Langford is fortunate to be fairly close to the world-renowned destination for local food tourists – the Sooke Harbour House. A food tourist /journalist sought out the fine local food there, but also made a point of visiting a place in Langford where a foody feels at home.

In a newly published book, “The Locovore”,  Sarah Elton’s describes a generic cityscape when she, “took a wrong turn and ended up driving first through a commercial area lined with big-box American stores and then into a typical North American subdivision of single-family houses and two-car garages. The place was deserted. It felt like a Sunday night.”

Luckily, food tourism redeems this Victoria bedroom community as she describes how, “Finally after a few U-turns, I found my way to the [Smoken Bones] Cookshack. It must have been where everyone in Langford was eating that night, because there was only one spot left in the parking lot. Inside was like a bar during the Stanley Cup finals. …I picked up a rib and took a bite, It was absolutely delicious. … The meal was 100 percent local and unlike anything I’d ever eaten in a restaurant devoted to local food.”

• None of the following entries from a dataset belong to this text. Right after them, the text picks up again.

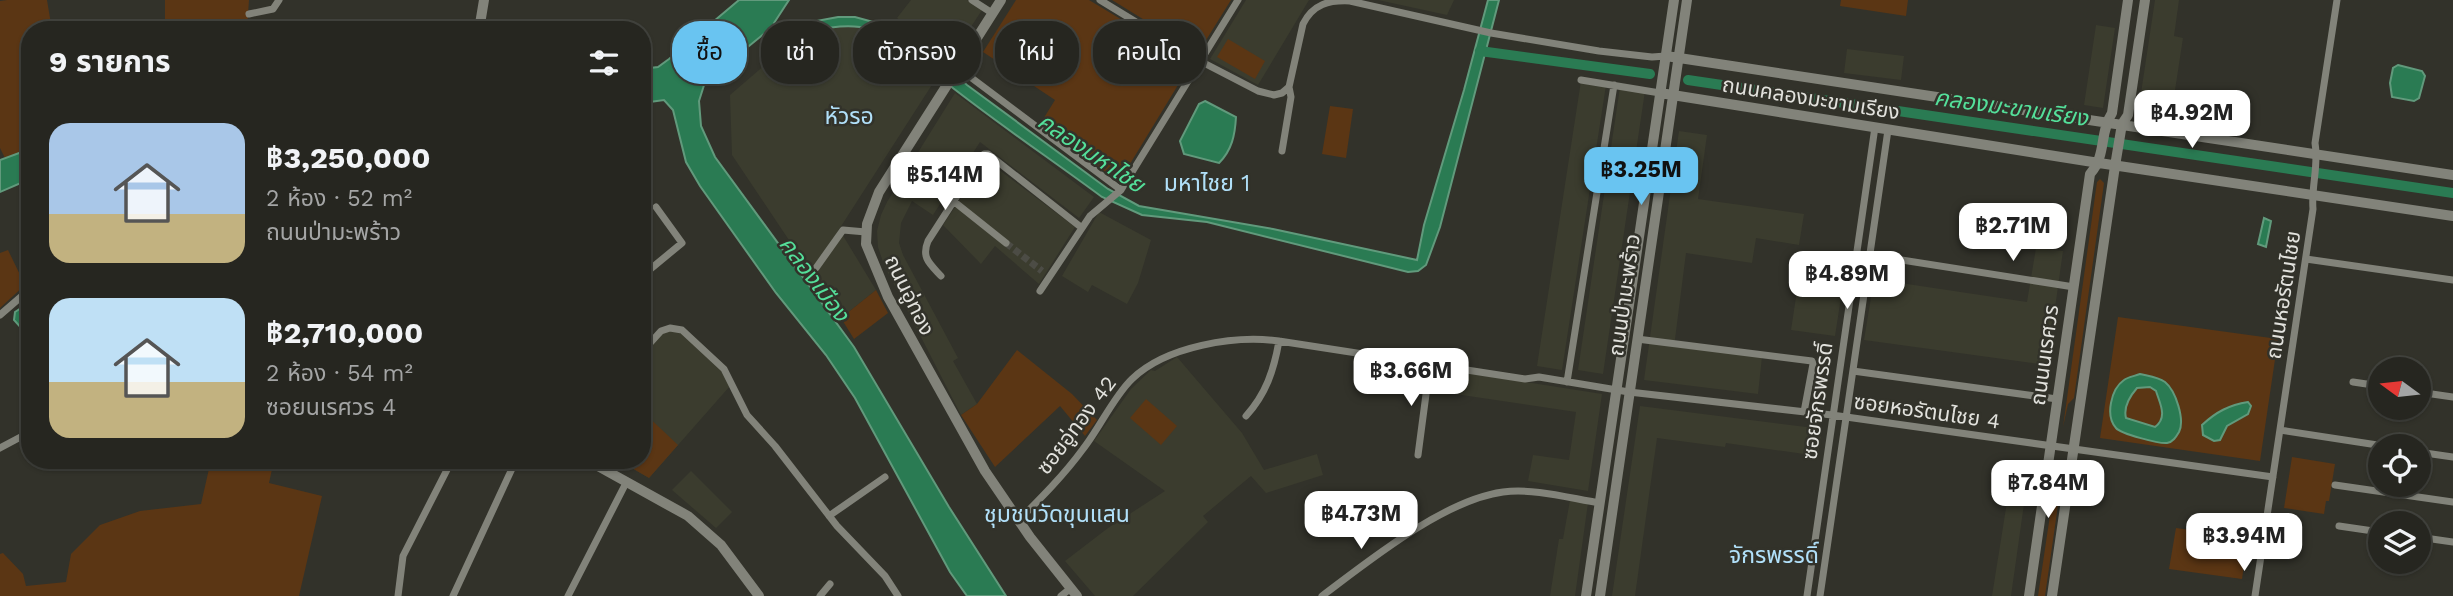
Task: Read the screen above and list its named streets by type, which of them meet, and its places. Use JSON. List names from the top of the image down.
{
  "streets": {
    "street": [
      "ถนนคลองมะขามเรียง",
      "ถนนอู่ทอง",
      "ถนนป่ามะพร้าว",
      "ถนนหอรัตนไชย",
      "ถนนนเรศวร",
      "ซอยจักรพรรดิ์",
      "ซอยหอรัตนไชย 4",
      "ซอยอู่ทอง 42"
    ]
  },
  "crossings": [
    ["ถนนคลองมะขามเรียง", "ถนนป่ามะพร้าว"],
    ["ถนนคลองมะขามเรียง", "ถนนหอรัตนไชย"],
    ["ถนนคลองมะขามเรียง", "ถนนนเรศวร"],
    ["ถนนคลองมะขามเรียง", "ซอยจักรพรรดิ์"],
    ["ถนนอู่ทอง", "ซอยอู่ทอง 42"],
    ["ถนนป่ามะพร้าว", "ซอยหอรัตนไชย 4"],
    ["ถนนหอรัตนไชย", "ซอยหอรัตนไชย 4"],
    ["ถนนนเรศวร", "ซอยหอรัตนไชย 4"],
    ["ซอยจักรพรรดิ์", "ซอยหอรัตนไชย 4"],
    ["ซอยหอรัตนไชย 4", "ซอยอู่ทอง 42"]
  ],
  "districts": [
    "หัวรอ",
    "มหาไชย 1",
    "ชุมชนวัดขุนแสน",
    "จักรพรรดิ์"
  ],
  "water": ["คลองมะขามเรียง", "คลองมหาไชย", "คลองเมือง"],
  "north": "left",
  "page": {
    "chip": [
      "ซื้อ",
      "เช่า",
      "ตัวกรอง",
      "ใหม่",
      "คอนโด"
    ],
    "heading": "9 รายการ",
    "price": [
      "฿4.92M",
      "฿3.25M",
      "฿5.14M",
      "฿2.71M",
      "฿4.89M",
      "฿3.66M",
      "฿7.84M",
      "฿4.73M",
      "฿3.94M"
    ],
    "list": [
      {
        "name": "฿3,250,000",
        "note": "2 ห้อง · 52 m² · ถนนป่ามะพร้าว"
      },
      {
        "name": "฿2,710,000",
        "note": "2 ห้อง · 54 m² · ซอยนเรศวร 4"
      }
    ]
  }
}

She has glowing praise for Chef and owner, Ken [Hueston] because he “is committed to cooking with locally grown ingredients in a way that is accessible to everyone. …he believes that his restaurant epitomized a new local-food order in which food grown or raised nearby is the building block of all varieties of cuisines. And on Vancouver Island, chefs like Ken have led the way by enticing the public to eat regionally.”

This could be the first time Langford is mentioned in relation with the growing tourist trade in local food toursim. Too bad the author never wrote about what’s left of the very unique South Langford area where a couple of small productive farms and rural properties still exist, and where cows still graze on grass, chickens run free on the range and local food is growing. What an enticing and rare city scene would have been promoted to all the foodies out there.

This area is so far behind the development curve, that it is now on the front vanguard of a large growing trend to local food. But not for long – it has been disappearing and almost all of it is slated for development of suburbs in the race to be just another “typical North American subdivision of single-family houses and two-car garages”.